Scope and Content Note

The records consist of minutes, financial records, publications, correspondence, and other documents of the National Public Relations Council (NPRC), arranged in five series: incorporation documents, board and committee minutes, financial records, membership communications, and publications and project files.

Historically social work sought to interpret the character and needs of disadvantaged clients to funding and policy-making authorities. The NPRC collection reflects this communication function as transformed by the emerging discipline of public relations. A major portion of council activities were directed toward increasing private philanthropy to health and social-service agencies. In this regard, the collection complements other State Historical Society holdings in the fields of mass communications and philanthropy.

The most significant source within the collection is the BOARD AND COMMITTEE MINUTES, which serve as a capsule barometer of shifting technical and policy-making concerns. Typically the minutes contain not only proceedings of meetings, but also agenda, budgets and financial statements, committee reports, and planning documents. Mimeographed board-member manuals (1941-1974) also filed here provide even briefer summaries of council objectives over a thirty-year period. FINANCIAL RECORDS consists of loose material which supplements the information in the minutes.

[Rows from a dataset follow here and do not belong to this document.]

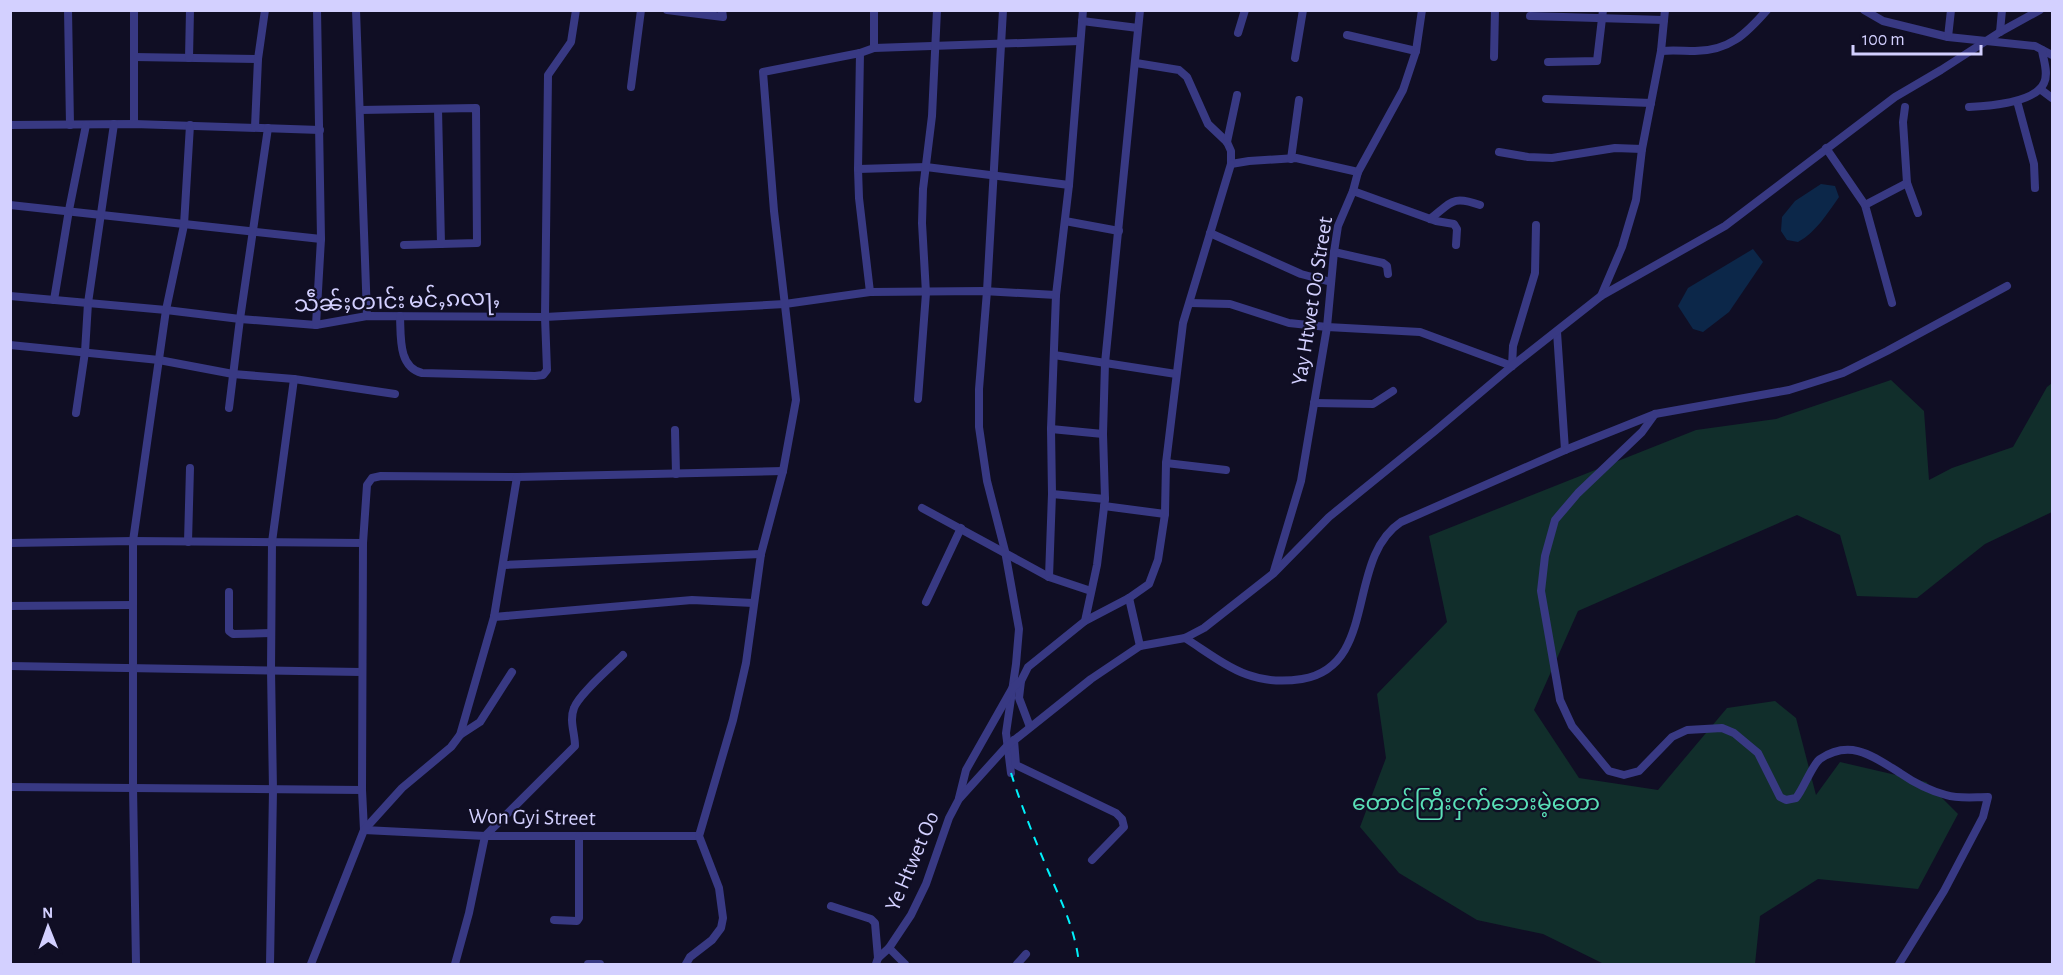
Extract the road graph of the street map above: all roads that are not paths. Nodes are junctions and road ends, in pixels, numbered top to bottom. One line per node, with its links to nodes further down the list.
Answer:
1 (68, 10): 69 (street)
2 (134, 10): 47 (street)
3 (190, 10): 49 (street)
4 (265, 10): 51 (street)
5 (317, 10): 74 (street)
6 (356, 10): 65 (street)
7 (576, 10): 124 (street)
8 (641, 10): 54 (street)
9 (667, 10): 10 (street)
10 (722, 10)
11 (874, 10): 41 (street)
12 (937, 10): 40 (street)
13 (1003, 10): 39 (street)
14 (1083, 10): 30 (street)
15 (1140, 10): 32 (street)
16 (1245, 10): 34 (street)
17 (1303, 10): 50 (street)
18 (1422, 10): 43 (street, Yay Htwet Oo Street)
19 (1495, 10): 48 (street)
20 (1665, 10): 29 (street)
21 (1767, 10): 44 (street)
22 (1864, 10): 31 (street)
23 (1877, 10): 31 (street)
24 (1951, 10): 36 (street)
25 (2002, 10): 33 (street)
26 (2040, 10): 33 (street)
27 (1603, 15): 28 (street); 29 (street); 52 (street)
28 (1530, 16)
29 (1664, 20): 44 (street)
30 (1082, 21): 32 (street); 37 (street)
31 (1883, 21): 36 (street)
32 (1138, 28): 53 (street)
33 (2000, 32): 38 (street)
34 (1238, 33)
35 (1347, 35): 43 (street)
36 (1948, 37): 38 (street)
37 (1080, 41): 39 (street); 86 (street)
38 (1986, 41): 42 (street); 76 (street)
39 (1000, 44): 40 (street); 84 (street)
40 (936, 45): 41 (street); 81 (street)
41 (874, 48): 45 (street)
42 (2042, 50): 46 (street); 55 (street)
43 (1416, 51): 83 (street, Yay Htwet Oo Street)
44 (1661, 51): 61 (street)
45 (860, 53): 82 (street); 120 (street)
46 (2052, 56)
47 (134, 57): 49 (street); 67 (street)
48 (1494, 57)
49 (189, 58): 51 (street)
50 (1295, 58)
51 (258, 59): 72 (street)
52 (1548, 62)
53 (1136, 63): 75 (street); 99 (street)
54 (631, 87)
55 (2040, 88): 57 (street); 60 (street)
56 (1237, 95): 75 (street)
57 (2052, 98)
58 (1546, 99): 61 (street)
59 (1299, 100): 79 (street)
60 (2017, 101): 63 (street); 87 (street)
61 (1651, 103): 77 (street)
62 (1905, 107): 85 (street)
63 (1970, 107)
64 (438, 109): 65 (street); 103 (street); 103 (street)
65 (360, 110): 122 (street)
66 (114, 124): 67 (street); 70 (street); 94 (street)
67 (134, 124): 71 (street)
68 (10, 125): 69 (street)
69 (70, 125): 70 (street)
70 (86, 125): 92 (street)
71 (190, 125): 72 (street); 97 (street)
72 (255, 127): 73 (street)
73 (268, 128): 74 (street); 100 (street)
74 (320, 130): 102 (street)
75 (1227, 141): 80 (street)
76 (1827, 148): 91 (street); 115 (street)
77 (1642, 149): 78 (street); 115 (street)
78 (1499, 152)
79 (1291, 159): 80 (street); 83 (street)
80 (1231, 164): 101 (street)
81 (926, 167): 82 (street); 84 (street); 112 (street)
82 (858, 169): 111 (street)
83 (1358, 172): 88 (street, Yay Htwet Oo Street)
84 (993, 176): 86 (street); 110 (street)
85 (1907, 183): 91 (street); 93 (street)
86 (1069, 185): 96 (street)
87 (2036, 188)
88 (1353, 191): 95 (street); 106 (street, Yay Htwet Oo Street)
89 (10, 205): 92 (street)
90 (1480, 205): 95 (street)
91 (1865, 205): 119 (street)
92 (69, 210): 94 (street); 116 (street)
93 (1918, 213)
94 (101, 214): 97 (street); 117 (street)
95 (1430, 219): 105 (street)
96 (1065, 220): 99 (street); 114 (street)
97 (184, 225): 100 (street); 121 (street)
98 (1536, 225): 134 (street)
99 (1119, 231): 133 (street)
100 (254, 232): 102 (street); 125 (street)
101 (1210, 233): 108 (street); 118 (street)
102 (321, 239): 126 (street)
103 (441, 244): 104 (street)
104 (404, 245)
105 (1456, 245)
106 (1334, 252): 107 (street); 108 (street, Yay Htwet Oo Street)
107 (1388, 274)
108 (1330, 282): 127 (street, Yay Htwet Oo Street)
109 (2007, 286): 144 (street)
110 (987, 291): 112 (street, သဵၼ်ႈတၢင်း မင်ႇၵလႃႇ); 114 (street, သဵၼ်ႈတၢင်း မင်ႇၵလႃႇ); 165 (street)
111 (870, 292): 112 (street, သဵၼ်ႈတၢင်း မင်ႇၵလႃႇ); 120 (street, သဵၼ်ႈတၢင်း မင်ႇၵလႃႇ)
112 (926, 293): 140 (street)
113 (10, 296): 116 (street, သဵၼ်ႈတၢင်း မင်ႇၵလႃႇ)
114 (1056, 296): 131 (street)
115 (1601, 296): 128 (street)
116 (54, 300): 117 (street, သဵၼ်ႈတၢင်း မင်ႇၵလႃႇ)
117 (88, 303): 121 (street, သဵၼ်ႈတၢင်း မင်ႇၵလႃႇ); 130 (street)
118 (1190, 303): 127 (street); 136 (street)
119 (1892, 303)
120 (785, 304): 124 (street, သဵၼ်ႈတၢင်း မင်ႇၵလႃႇ); 152 (street)
121 (166, 310): 125 (street, သဵၼ်ႈတၢင်း မင်ႇၵလႃႇ); 132 (street)
122 (368, 316): 123 (street, သဵၼ်ႈတၢင်း မင်ႇၵလႃႇ); 126 (street, သဵၼ်ႈတၢင်း မင်ႇၵလႃႇ)
123 (400, 316): 124 (street, သဵၼ်ႈတၢင်း မင်ႇၵလႃႇ); 124 (street)
124 (546, 316)
125 (240, 319): 126 (street, သဵၼ်ႈတၢင်း မင်ႇၵလႃႇ); 135 (street)
126 (316, 324)
127 (1327, 327): 134 (street); 141 (street, Yay Htwet Oo Street)
128 (1557, 332): 134 (street); 148 (street)
129 (10, 345): 130 (street)
130 (85, 352): 132 (street); 143 (street)
131 (1054, 355): 133 (street); 145 (street)
132 (159, 360): 135 (street); 160 (street)
133 (1104, 363): 136 (street); 147 (street)
134 (1512, 366): 168 (street)
135 (233, 374): 137 (street); 142 (street)
136 (1176, 374): 149 (street)
137 (294, 379): 139 (street); 162 (street)
138 (1393, 391): 141 (street)
139 (395, 394)
140 (918, 399)
141 (1314, 403): 168 (street, Yay Htwet Oo Street)
142 (229, 408)
143 (76, 413)
144 (1655, 414): 148 (street); 218 (street)
145 (1051, 429): 147 (street); 155 (street)
146 (675, 430): 153 (street)
147 (1103, 434): 156 (street)
148 (1565, 450): 180 (street)
149 (1166, 463): 151 (street); 158 (street)
150 (189, 468): 161 (street)
151 (1226, 470)
152 (783, 471): 153 (street); 166 (street)
153 (676, 474): 154 (street)
154 (517, 477): 164 (street); 167 (street)
155 (1052, 494): 156 (street); 169 (street)
156 (1105, 502): 158 (street); 170 (street)
157 (922, 508): 159 (street)
158 (1166, 514): 172 (street)
159 (961, 528): 165 (street); 173 (street)
160 (133, 541): 161 (street); 163 (street); 175 (street)
161 (188, 542): 162 (street)
162 (272, 542): 164 (street); 179 (street)
163 (10, 543)
164 (363, 543): 186 (street)
165 (1005, 551): 169 (street); 189 (street)
166 (761, 555): 167 (street); 174 (street)
167 (504, 565): 177 (street)
168 (1274, 573): 180 (street)
169 (1049, 576): 170 (street)
170 (1091, 591): 178 (street)
171 (229, 592): 179 (street)
172 (1129, 598): 178 (street); 181 (street)
173 (926, 602)
174 (753, 603): 177 (street); 202 (street)
175 (133, 605): 176 (street); 184 (street)
176 (10, 606)
177 (494, 617): 191 (street)
178 (1085, 621): 188 (street)
179 (271, 633): 185 (street)
180 (1185, 638): 181 (street)
181 (1140, 646): 190 (street)
182 (623, 655): 200 (street)
183 (10, 666): 184 (street)
184 (133, 667): 185 (street); 194 (street)
185 (271, 670): 186 (street); 196 (street)
186 (361, 672): 197 (street)
187 (512, 672): 191 (street)
188 (1021, 681): 189 (street); 190 (street)
189 (1013, 687): 192 (street); 198 (street)
190 (1030, 727): 192 (street)
191 (460, 735): 199 (street)
192 (1010, 743): 193 (street); 198 (street); 203 (street)
193 (1011, 773)
194 (133, 787): 195 (street); 196 (street); 209 (street)
195 (10, 788)
196 (273, 790): 197 (street); 210 (street)
197 (362, 790): 199 (street)
198 (959, 799): 206 (street, Ye Htwet Oo)
199 (364, 830): 200 (street, Won Gyi Street); 211 (street)
200 (485, 836): 201 (street, Won Gyi Street); 212 (street)
201 (579, 836): 202 (street, Won Gyi Street); 205 (street)
202 (699, 836): 215 (street)
203 (1092, 860)
204 (831, 906): 208 (street)
205 (554, 920)
206 (889, 948): 208 (street, Ye Htwet Oo); 216 (street)
207 (1026, 954): 217 (street)
208 (877, 962)
209 (136, 964)
210 (270, 964)
211 (311, 964)
212 (455, 964)
213 (588, 964): 214 (street)
214 (600, 964)
215 (686, 964)
216 (905, 964)
217 (1017, 964)
218 (1899, 964)

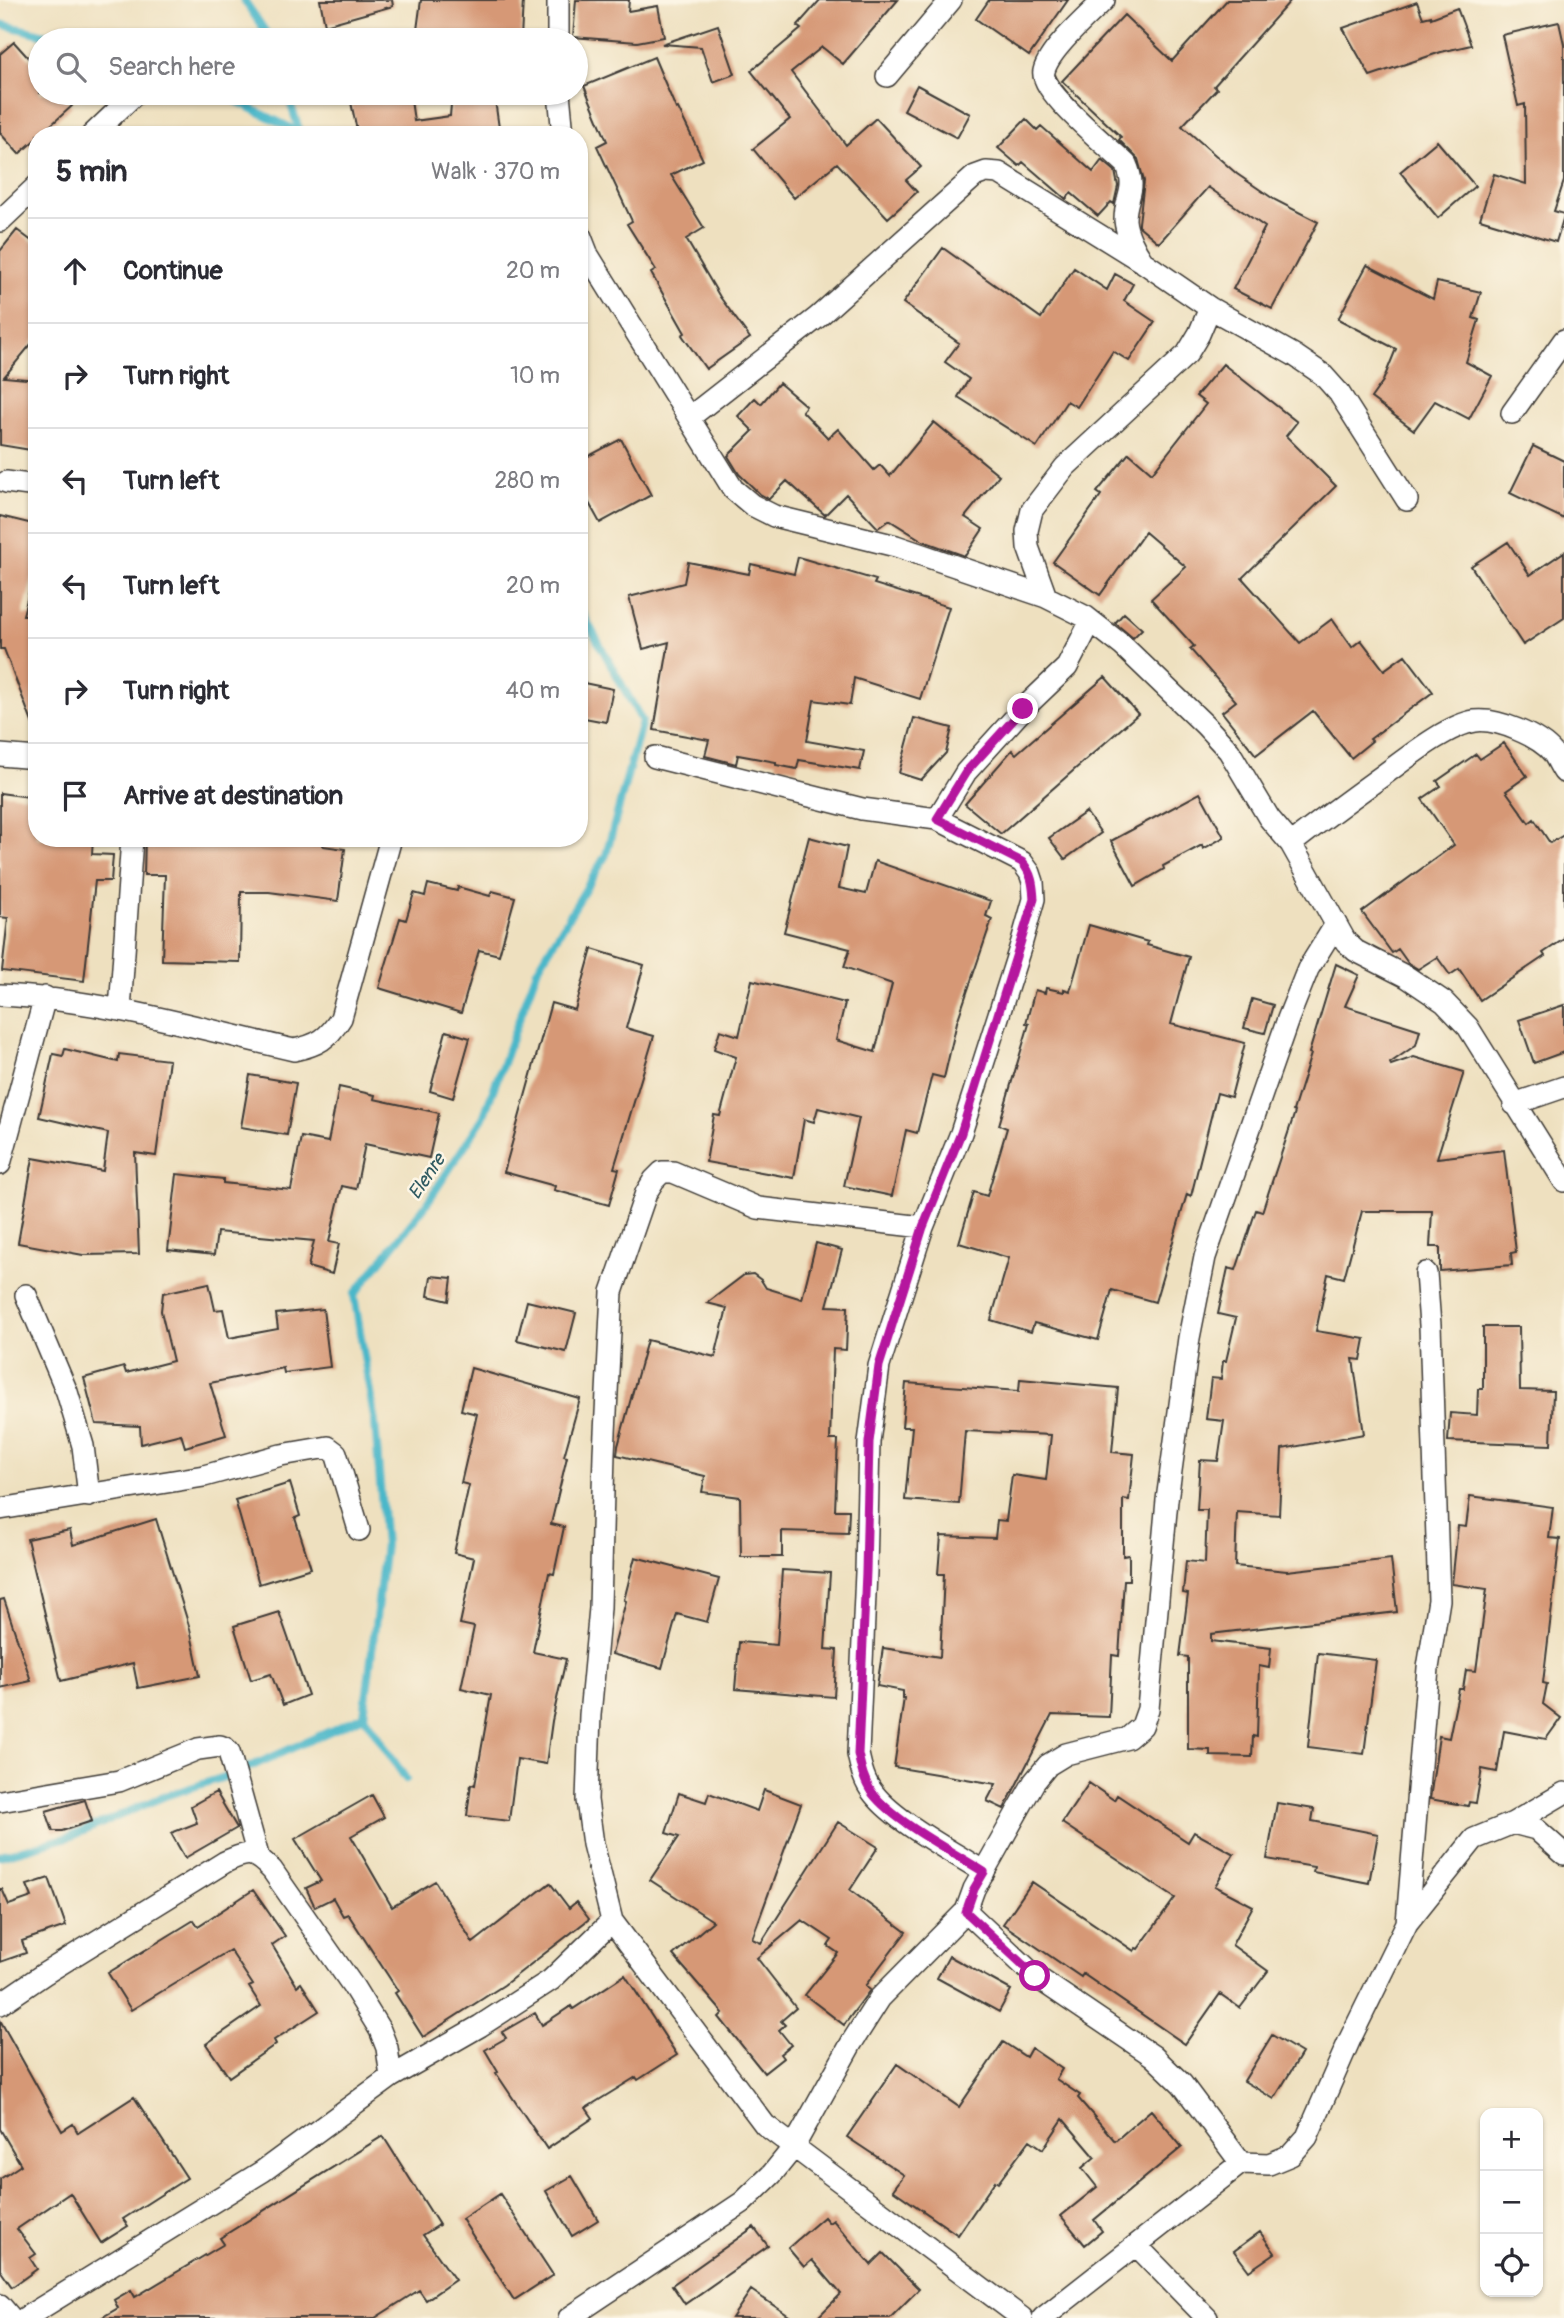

Another indicator of council activity and interests, programs of membership institutes, 1960-1976, which are arranged as part of MEMBERSHIP COMMUNICATIONS, reflect prevailing publicity concerns during the council's final years. Additional membership material include the microfilmed News Bulletins, 1923-1936, which served as a forum for discussing promotional activities mounted by welfare agencies across the nation. Gaps in the files occur for bulletins 11-20 (1925-1926), 32 (1928), and 57-72 (1931-1933). Bound volumes of bulletins 100-112 (1936-1938) and its successor, Channels (1938-1983), are available at the University of Wisconsin's Memorial Library.

Individual PUBLICATIONS AND PROJECT FILES, which are arranged chronologically, are disappointingly fragmentary as are records of other membership communications and information on the decisions leading to merger with PRSA.